- **DIRECTIONS**: Give back all of the data exactly.

- **SUPPLIED MATERIAL**:
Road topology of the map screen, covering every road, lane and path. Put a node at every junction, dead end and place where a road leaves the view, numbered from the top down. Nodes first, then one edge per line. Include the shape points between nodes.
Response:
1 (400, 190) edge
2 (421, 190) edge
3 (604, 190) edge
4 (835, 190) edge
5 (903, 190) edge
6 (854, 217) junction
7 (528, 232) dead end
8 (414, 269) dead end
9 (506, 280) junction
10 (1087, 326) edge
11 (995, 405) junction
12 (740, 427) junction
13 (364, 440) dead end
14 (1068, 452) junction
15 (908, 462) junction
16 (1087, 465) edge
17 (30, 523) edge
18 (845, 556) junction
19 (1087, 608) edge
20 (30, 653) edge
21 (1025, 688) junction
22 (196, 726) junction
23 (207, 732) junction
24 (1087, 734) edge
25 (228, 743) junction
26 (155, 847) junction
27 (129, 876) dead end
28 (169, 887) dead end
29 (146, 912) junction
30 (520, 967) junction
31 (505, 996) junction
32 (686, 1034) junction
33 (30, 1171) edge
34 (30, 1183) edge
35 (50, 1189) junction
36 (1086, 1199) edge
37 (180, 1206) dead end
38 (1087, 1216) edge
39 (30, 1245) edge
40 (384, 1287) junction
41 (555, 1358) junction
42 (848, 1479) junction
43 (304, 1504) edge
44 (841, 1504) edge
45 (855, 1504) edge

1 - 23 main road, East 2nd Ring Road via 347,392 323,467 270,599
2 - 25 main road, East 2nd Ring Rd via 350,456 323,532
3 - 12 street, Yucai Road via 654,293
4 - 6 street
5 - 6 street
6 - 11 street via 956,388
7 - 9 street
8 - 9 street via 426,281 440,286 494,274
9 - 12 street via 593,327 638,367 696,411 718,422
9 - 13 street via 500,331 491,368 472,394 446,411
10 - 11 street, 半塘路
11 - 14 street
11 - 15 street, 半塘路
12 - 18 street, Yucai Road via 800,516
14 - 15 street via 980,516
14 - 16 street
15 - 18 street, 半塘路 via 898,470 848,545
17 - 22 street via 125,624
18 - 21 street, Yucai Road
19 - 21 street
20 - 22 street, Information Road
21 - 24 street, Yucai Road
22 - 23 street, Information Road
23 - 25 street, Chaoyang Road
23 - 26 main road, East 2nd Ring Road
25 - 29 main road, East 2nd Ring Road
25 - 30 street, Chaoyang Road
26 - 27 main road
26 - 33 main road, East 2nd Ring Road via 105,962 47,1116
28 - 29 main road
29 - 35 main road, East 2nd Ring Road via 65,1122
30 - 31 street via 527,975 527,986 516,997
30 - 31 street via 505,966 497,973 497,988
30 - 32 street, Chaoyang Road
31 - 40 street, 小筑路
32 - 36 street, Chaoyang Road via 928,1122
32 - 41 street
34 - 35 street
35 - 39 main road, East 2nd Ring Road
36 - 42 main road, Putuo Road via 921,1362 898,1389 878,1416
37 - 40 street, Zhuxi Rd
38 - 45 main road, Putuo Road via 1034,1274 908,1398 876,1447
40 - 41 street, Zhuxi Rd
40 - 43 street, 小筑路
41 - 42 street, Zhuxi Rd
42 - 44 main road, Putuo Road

- **RESPONSE TO THIS TASK**:
Road topology of the map screen, covering every road, lane and path. Put a node at every junction, dead end and place where a road leaves the view, numbered from the top down. Nodes first, then one edge per line. Include the shape points between nodes.
Response:
1 (400, 190) edge
2 (421, 190) edge
3 (604, 190) edge
4 (835, 190) edge
5 (903, 190) edge
6 (854, 217) junction
7 (528, 232) dead end
8 (414, 269) dead end
9 (506, 280) junction
10 (1087, 326) edge
11 (995, 405) junction
12 (740, 427) junction
13 (364, 440) dead end
14 (1068, 452) junction
15 (908, 462) junction
16 (1087, 465) edge
17 (30, 523) edge
18 (845, 556) junction
19 (1087, 608) edge
20 (30, 653) edge
21 (1025, 688) junction
22 (196, 726) junction
23 (207, 732) junction
24 (1087, 734) edge
25 (228, 743) junction
26 (155, 847) junction
27 (129, 876) dead end
28 (169, 887) dead end
29 (146, 912) junction
30 (520, 967) junction
31 (505, 996) junction
32 (686, 1034) junction
33 (30, 1171) edge
34 (30, 1183) edge
35 (50, 1189) junction
36 (1086, 1199) edge
37 (180, 1206) dead end
38 (1087, 1216) edge
39 (30, 1245) edge
40 (384, 1287) junction
41 (555, 1358) junction
42 (848, 1479) junction
43 (304, 1504) edge
44 (841, 1504) edge
45 (855, 1504) edge

1 - 23 main road, East 2nd Ring Road via 347,392 323,467 270,599
2 - 25 main road, East 2nd Ring Rd via 350,456 323,532
3 - 12 street, Yucai Road via 654,293
4 - 6 street
5 - 6 street
6 - 11 street via 956,388
7 - 9 street
8 - 9 street via 426,281 440,286 494,274
9 - 12 street via 593,327 638,367 696,411 718,422
9 - 13 street via 500,331 491,368 472,394 446,411
10 - 11 street, 半塘路
11 - 14 street
11 - 15 street, 半塘路
12 - 18 street, Yucai Road via 800,516
14 - 15 street via 980,516
14 - 16 street
15 - 18 street, 半塘路 via 898,470 848,545
17 - 22 street via 125,624
18 - 21 street, Yucai Road
19 - 21 street
20 - 22 street, Information Road
21 - 24 street, Yucai Road
22 - 23 street, Information Road
23 - 25 street, Chaoyang Road
23 - 26 main road, East 2nd Ring Road
25 - 29 main road, East 2nd Ring Road
25 - 30 street, Chaoyang Road
26 - 27 main road
26 - 33 main road, East 2nd Ring Road via 105,962 47,1116
28 - 29 main road
29 - 35 main road, East 2nd Ring Road via 65,1122
30 - 31 street via 527,975 527,986 516,997
30 - 31 street via 505,966 497,973 497,988
30 - 32 street, Chaoyang Road
31 - 40 street, 小筑路
32 - 36 street, Chaoyang Road via 928,1122
32 - 41 street
34 - 35 street
35 - 39 main road, East 2nd Ring Road
36 - 42 main road, Putuo Road via 921,1362 898,1389 878,1416
37 - 40 street, Zhuxi Rd
38 - 45 main road, Putuo Road via 1034,1274 908,1398 876,1447
40 - 41 street, Zhuxi Rd
40 - 43 street, 小筑路
41 - 42 street, Zhuxi Rd
42 - 44 main road, Putuo Road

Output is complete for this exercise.